Despite this rejection, the Assessing Officer repeatedly re-presented the same proposal for sanction. Eventually, approval was granted on 08.01.2021, following which reassessment proceedings were sought to be initiated.

Before the Income Tax Appellate Tribunal, the assessee strongly challenged the reassessment proceedings. It was contended that loose sheets, by themselves, do not constitute admissible or reliable evidence unless corroborated by independent material. The assessee further argued that there was non-compliance with the mandatory provisions of Sections 148, 149, and 151, rendering the entire reassessment proceedings void ab initio. A key plank of the assessee’s argument was that once sanction under Section 151 had been refused, the Assessing Officer had no jurisdiction to repeatedly re-present the same proposal. Accepting these submissions, the Tribunal allowed the assessee’s appeal and quashed the reassessment proceedings.
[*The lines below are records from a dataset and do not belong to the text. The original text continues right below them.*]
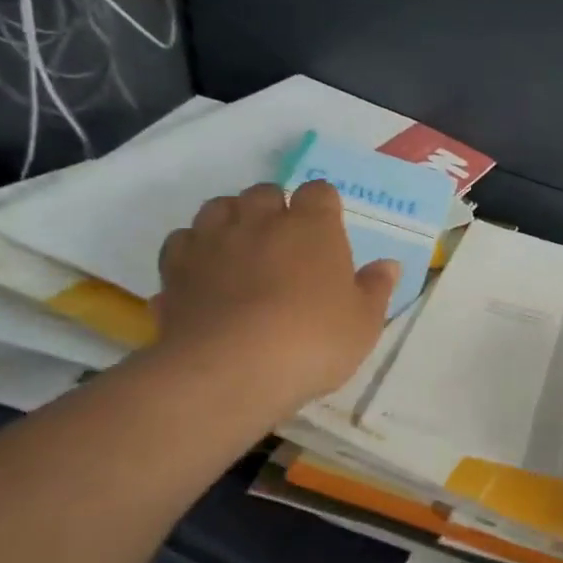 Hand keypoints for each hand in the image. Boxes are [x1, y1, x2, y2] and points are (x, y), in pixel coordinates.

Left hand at [154, 181, 397, 417]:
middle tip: (284, 238)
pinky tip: (204, 272)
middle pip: (263, 192)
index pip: (319, 191)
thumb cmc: (313, 340)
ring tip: (241, 246)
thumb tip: (388, 265)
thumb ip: (375, 289)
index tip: (328, 227)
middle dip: (273, 206)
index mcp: (312, 226)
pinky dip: (193, 250)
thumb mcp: (363, 322)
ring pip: (217, 208)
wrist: (231, 370)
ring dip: (231, 219)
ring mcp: (212, 242)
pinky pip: (181, 243)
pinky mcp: (175, 270)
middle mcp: (260, 221)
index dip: (323, 206) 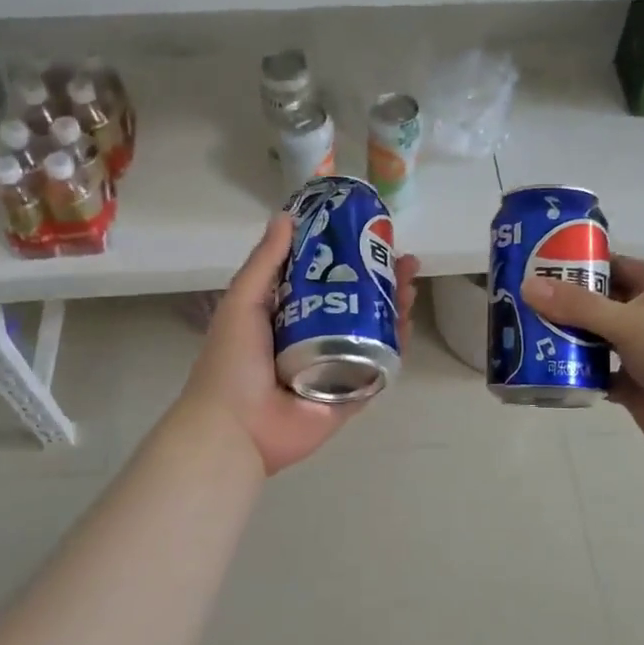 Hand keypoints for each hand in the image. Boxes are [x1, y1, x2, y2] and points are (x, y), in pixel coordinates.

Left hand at [182, 214, 420, 476]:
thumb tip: (286, 216)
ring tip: (410, 283)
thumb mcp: (242, 302)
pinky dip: (395, 346)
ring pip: (372, 332)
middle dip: (380, 279)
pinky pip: (378, 368)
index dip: (346, 256)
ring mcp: (335, 368)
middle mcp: (313, 338)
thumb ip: (265, 262)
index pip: (323, 279)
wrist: (236, 428)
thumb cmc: (233, 361)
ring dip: (392, 307)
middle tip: (402, 259)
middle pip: (355, 303)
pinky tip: (407, 322)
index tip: (366, 235)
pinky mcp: (350, 396)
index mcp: (285, 316)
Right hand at [522, 257, 643, 465]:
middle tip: (518, 301)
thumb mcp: (626, 322)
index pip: (610, 265)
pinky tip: (544, 369)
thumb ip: (576, 306)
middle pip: (597, 303)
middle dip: (562, 304)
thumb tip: (527, 286)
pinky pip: (597, 373)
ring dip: (566, 339)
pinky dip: (575, 372)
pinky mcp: (635, 384)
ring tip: (523, 333)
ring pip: (595, 338)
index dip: (576, 263)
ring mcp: (642, 351)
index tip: (535, 265)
Aggrieved by the Tribunal’s decision, the Revenue approached the Uttarakhand High Court. The Department argued that neither Section 148 nor Section 151 expressly prohibits multiple presentations or re-presentation of a proposal for sanction. In the absence of an explicit statutory bar, it was contended, the Assessing Officer was entitled to seek approval from the competent authority any number of times. The Revenue sought to characterise the sanction process as an administrative act rather than a quasi-judicial safeguard, asserting that rejection at one stage did not foreclose reconsideration at a later stage.
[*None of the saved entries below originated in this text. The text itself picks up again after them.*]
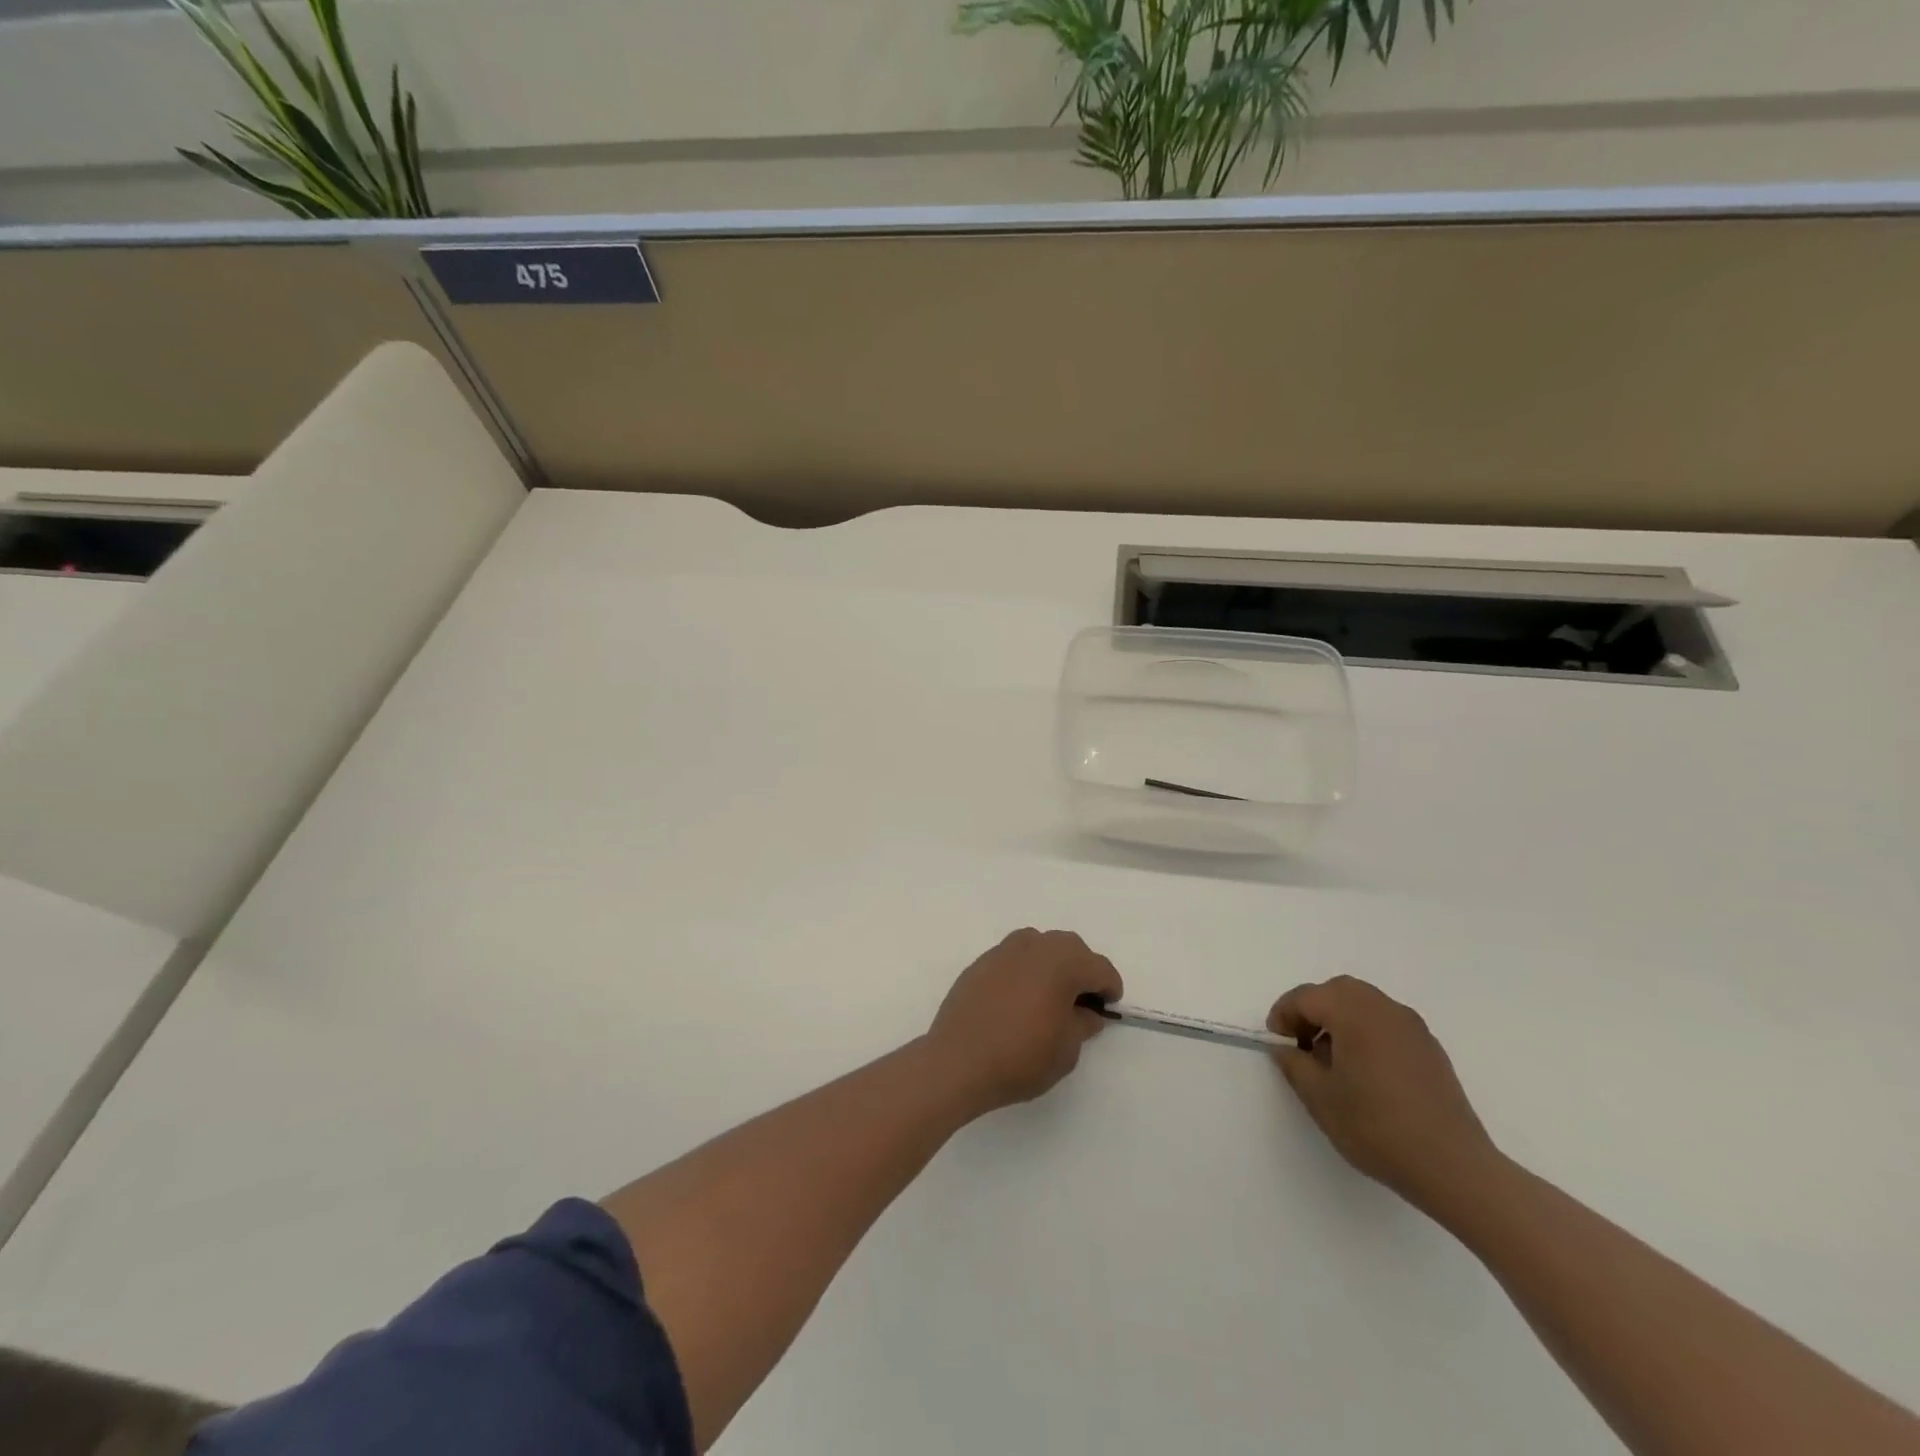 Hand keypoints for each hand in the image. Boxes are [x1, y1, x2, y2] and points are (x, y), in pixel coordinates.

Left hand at [925, 929, 1122, 1113]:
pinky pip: (1013, 957)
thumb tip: (1086, 1012)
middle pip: (1070, 947)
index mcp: (1062, 963)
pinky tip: (1020, 997)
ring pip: (1039, 945)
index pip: (1099, 967)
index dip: (1109, 987)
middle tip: (1082, 1001)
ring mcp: (1003, 951)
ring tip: (1050, 994)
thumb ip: (1082, 1024)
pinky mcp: (980, 963)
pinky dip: (1025, 969)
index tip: (1108, 1008)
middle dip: (1082, 969)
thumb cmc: (1021, 1057)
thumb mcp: (1066, 1050)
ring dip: (1052, 963)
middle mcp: (1034, 947)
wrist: (958, 1061)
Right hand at [1268, 976, 1497, 1212]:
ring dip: (1340, 1020)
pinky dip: (1366, 1031)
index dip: (1284, 1015)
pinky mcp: (1430, 1048)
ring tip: (1332, 1060)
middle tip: (1301, 1044)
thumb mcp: (1320, 1098)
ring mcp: (1413, 1027)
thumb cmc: (1377, 1128)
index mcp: (1354, 1014)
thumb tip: (1286, 1048)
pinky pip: (1387, 1023)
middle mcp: (1385, 1009)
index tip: (1277, 1043)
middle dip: (1313, 1011)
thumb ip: (1294, 1064)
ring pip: (1364, 1004)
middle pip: (1338, 991)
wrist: (1453, 1167)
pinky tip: (1365, 1071)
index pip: (1307, 997)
The assessee, on the other hand, supported the Tribunal’s order and argued that such an interpretation would defeat the very purpose of Section 151, which exists to protect taxpayers from arbitrary and mechanical reopening of completed assessments. It was contended that permitting repeated re-presentation would reduce the statutory safeguard to a mere formality and allow the Assessing Officer to “shop” for approval until a favourable decision is obtained.

Court’s Judgment:

After an exhaustive examination of the statutory scheme and the rival submissions, the Uttarakhand High Court unequivocally rejected the Revenue’s appeal. The Bench began by analysing the nature and purpose of Sections 148 and 151 of the Income Tax Act. While Section 148 empowers the Assessing Officer to issue notice for reassessment where income has escaped assessment, Section 151 acts as a mandatory procedural safeguard, requiring prior sanction from a higher authority before such notice can be issued.

The Court rejected the Revenue’s contention that proceedings under Section 148 or Section 148A are “orders” capable of being revisited repeatedly. It held that the sanction or refusal under Section 151 is neither an appealable nor a revisable order. A close reading of Chapter XX of the Act makes it clear that the sanction contemplated under Section 151 is a condition precedent and not a mere administrative formality.
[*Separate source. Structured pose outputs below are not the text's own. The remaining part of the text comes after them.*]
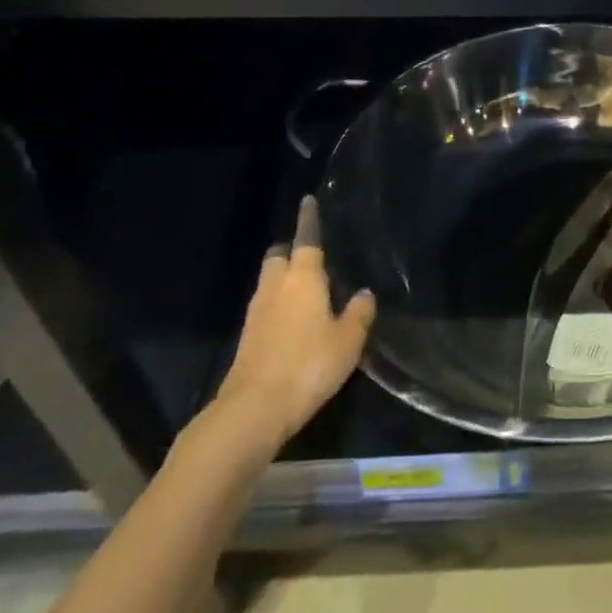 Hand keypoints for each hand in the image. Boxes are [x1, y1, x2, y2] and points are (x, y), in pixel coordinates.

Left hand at [207, 196, 374, 451]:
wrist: (254, 410)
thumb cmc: (308, 364)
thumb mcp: (348, 340)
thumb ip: (359, 313)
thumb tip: (364, 293)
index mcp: (303, 278)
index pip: (306, 240)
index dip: (309, 221)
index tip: (308, 202)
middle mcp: (276, 287)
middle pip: (279, 257)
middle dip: (290, 252)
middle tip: (311, 257)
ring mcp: (256, 313)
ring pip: (269, 282)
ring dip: (284, 280)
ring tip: (307, 289)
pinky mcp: (247, 338)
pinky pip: (265, 307)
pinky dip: (278, 305)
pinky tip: (294, 320) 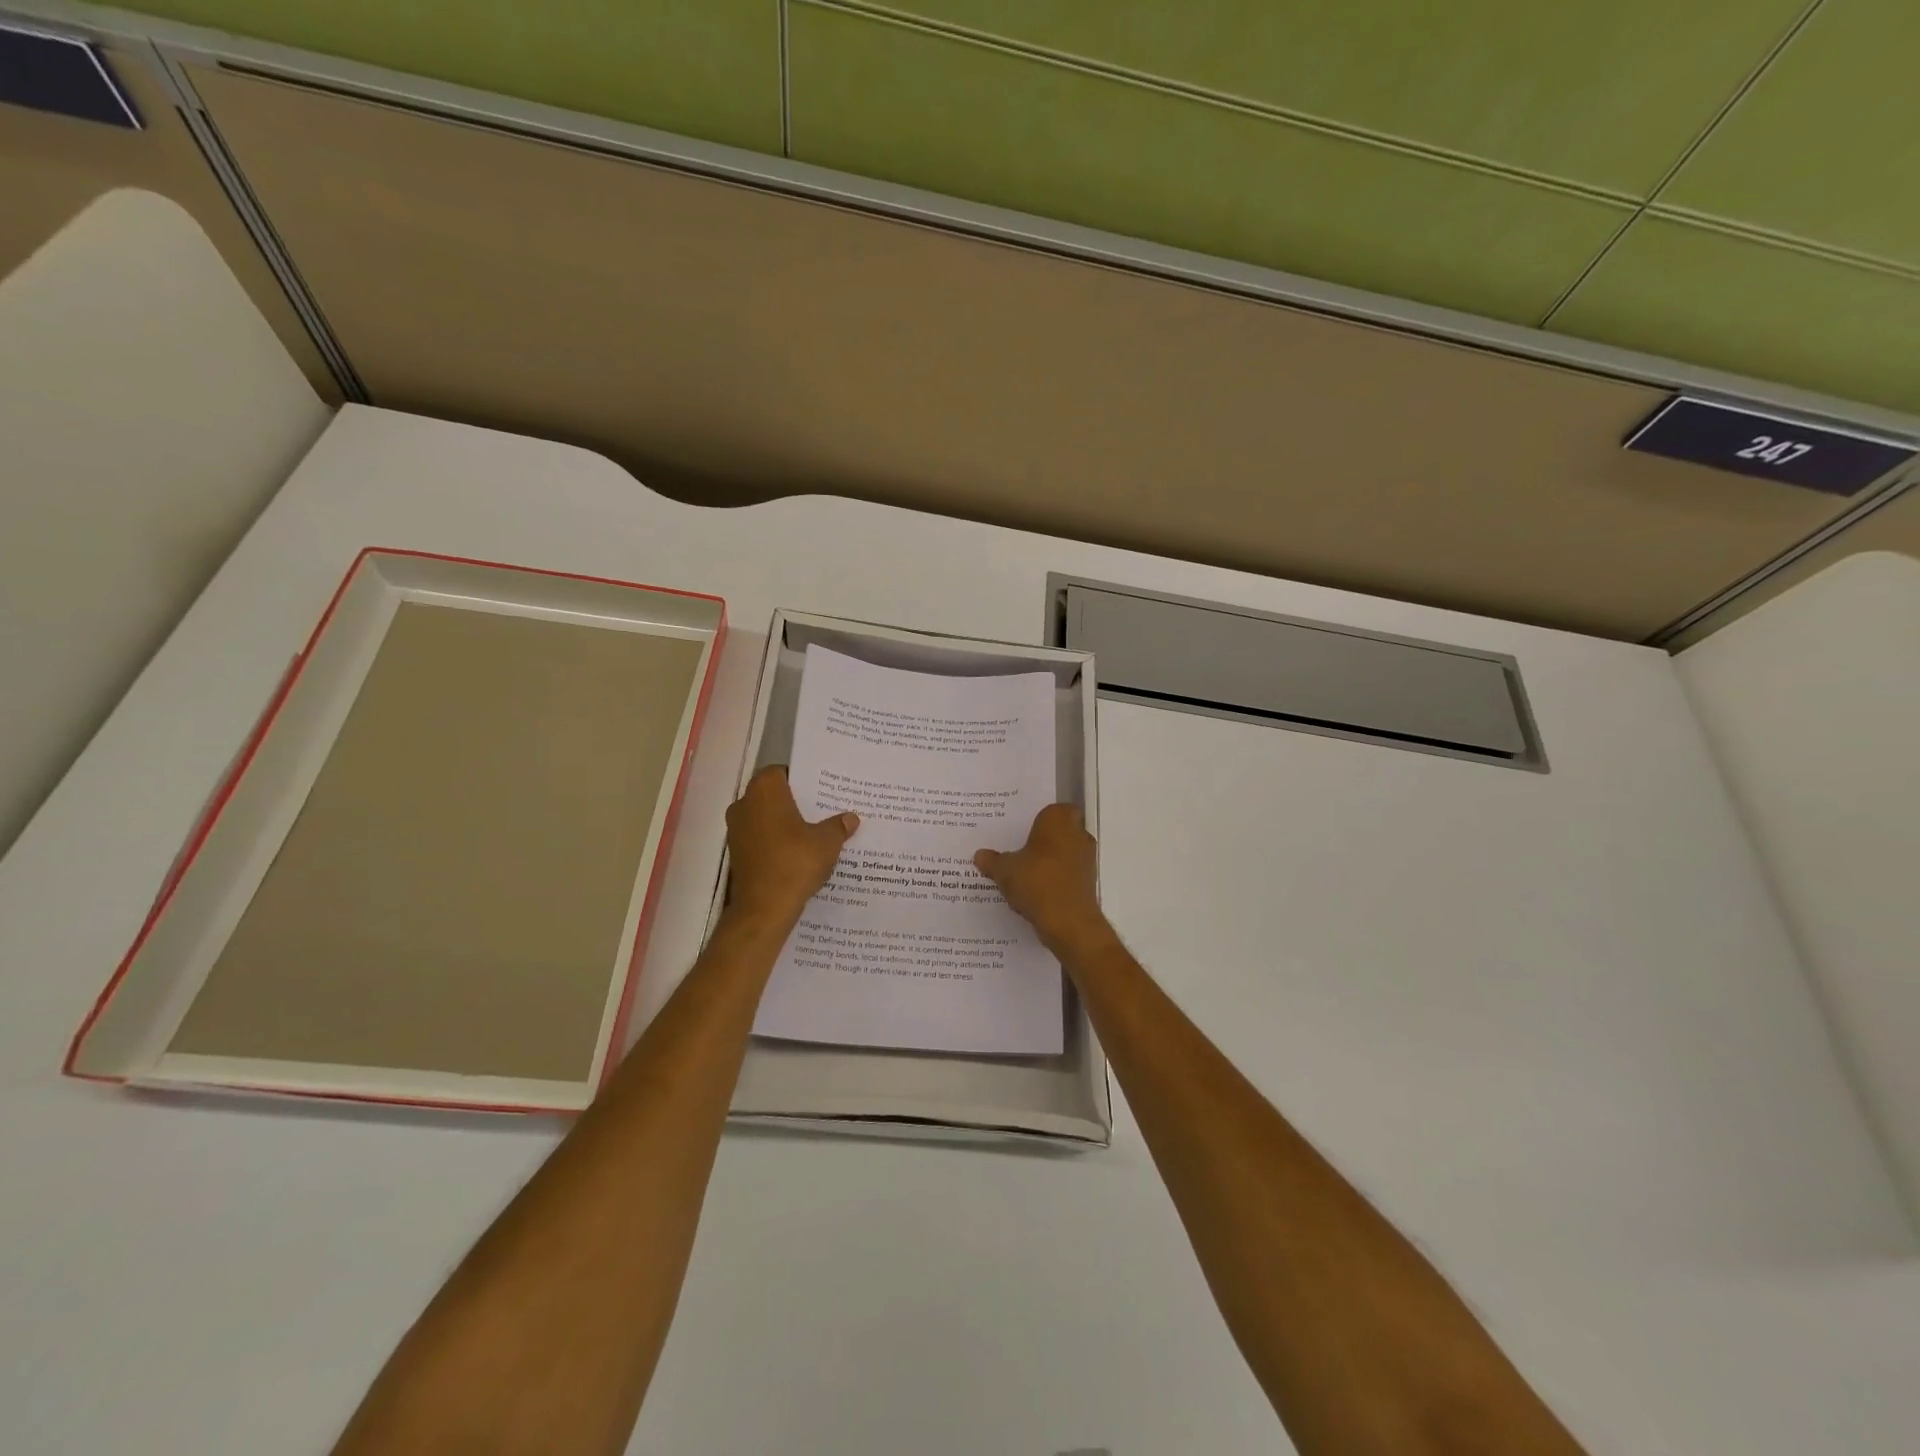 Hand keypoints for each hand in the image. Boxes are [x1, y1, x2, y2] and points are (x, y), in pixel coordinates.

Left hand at [724, 766, 858, 927]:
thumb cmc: (795, 863)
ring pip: (765, 817)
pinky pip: (760, 838)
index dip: (802, 779)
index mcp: (764, 790)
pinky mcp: (737, 853)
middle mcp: (744, 804)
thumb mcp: (827, 842)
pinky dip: (776, 841)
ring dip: (785, 823)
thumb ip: (838, 826)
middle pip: (773, 794)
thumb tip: (850, 818)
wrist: (763, 908)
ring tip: (814, 831)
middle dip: (795, 801)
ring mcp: (736, 830)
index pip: (782, 772)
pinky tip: (798, 852)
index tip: (821, 789)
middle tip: (823, 808)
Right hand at [974, 804, 1112, 955]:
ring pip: (1063, 854)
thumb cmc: (1036, 882)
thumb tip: (980, 855)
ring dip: (1047, 862)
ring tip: (1021, 875)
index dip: (1038, 819)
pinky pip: (1066, 874)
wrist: (1069, 922)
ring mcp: (1086, 859)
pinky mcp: (1088, 882)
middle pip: (1058, 832)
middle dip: (1041, 841)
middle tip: (1016, 850)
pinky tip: (1033, 893)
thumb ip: (992, 861)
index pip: (1052, 809)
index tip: (1020, 830)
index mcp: (1059, 820)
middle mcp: (1078, 834)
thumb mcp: (1004, 870)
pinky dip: (1054, 880)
The Bench placed significant emphasis on the heading and nomenclature of Section 151, which reads “sanction for issue of notice.” This, according to the Court, clearly signifies the mandatory and substantive nature of the provision. The judges observed that if the legislature had intended that proposals could be re-presented or revisited multiple times, or that the sanction process was merely administrative, it would have expressly provided so in the statute. The absence of such a provision was decisive.

Invoking the settled principle that taxing statutes are subject to strict interpretation, the Court held that powers not expressly conferred cannot be assumed by implication. The argument that repeated re-presentation is permissible merely because there is no explicit prohibition was described as “without substance”. Accepting such an argument, the Court noted, would open the door to abuse of power and render the safeguard under Section 151 illusory.

The Bench categorically held that once the competent authority had refused sanction at the initial stage, the Assessing Officer became functus officio insofar as that proposal was concerned. The multiple presentations and re-presentations made thereafter were declared without jurisdiction, and the subsequent act of the competent authority in granting approval after earlier rejection was also held to be wholly without jurisdiction. Consequently, the sanction dated 08.01.2021 and all proceedings flowing from it were declared invalid.

Affirming the Tribunal’s decision, the High Court dismissed the Revenue’s appeal, holding that the reassessment proceedings were vitiated at their very inception. The judgment thus reinforces the sanctity of statutory safeguards and sends a clear message that reassessment powers cannot be exercised in an arbitrary or repetitive manner.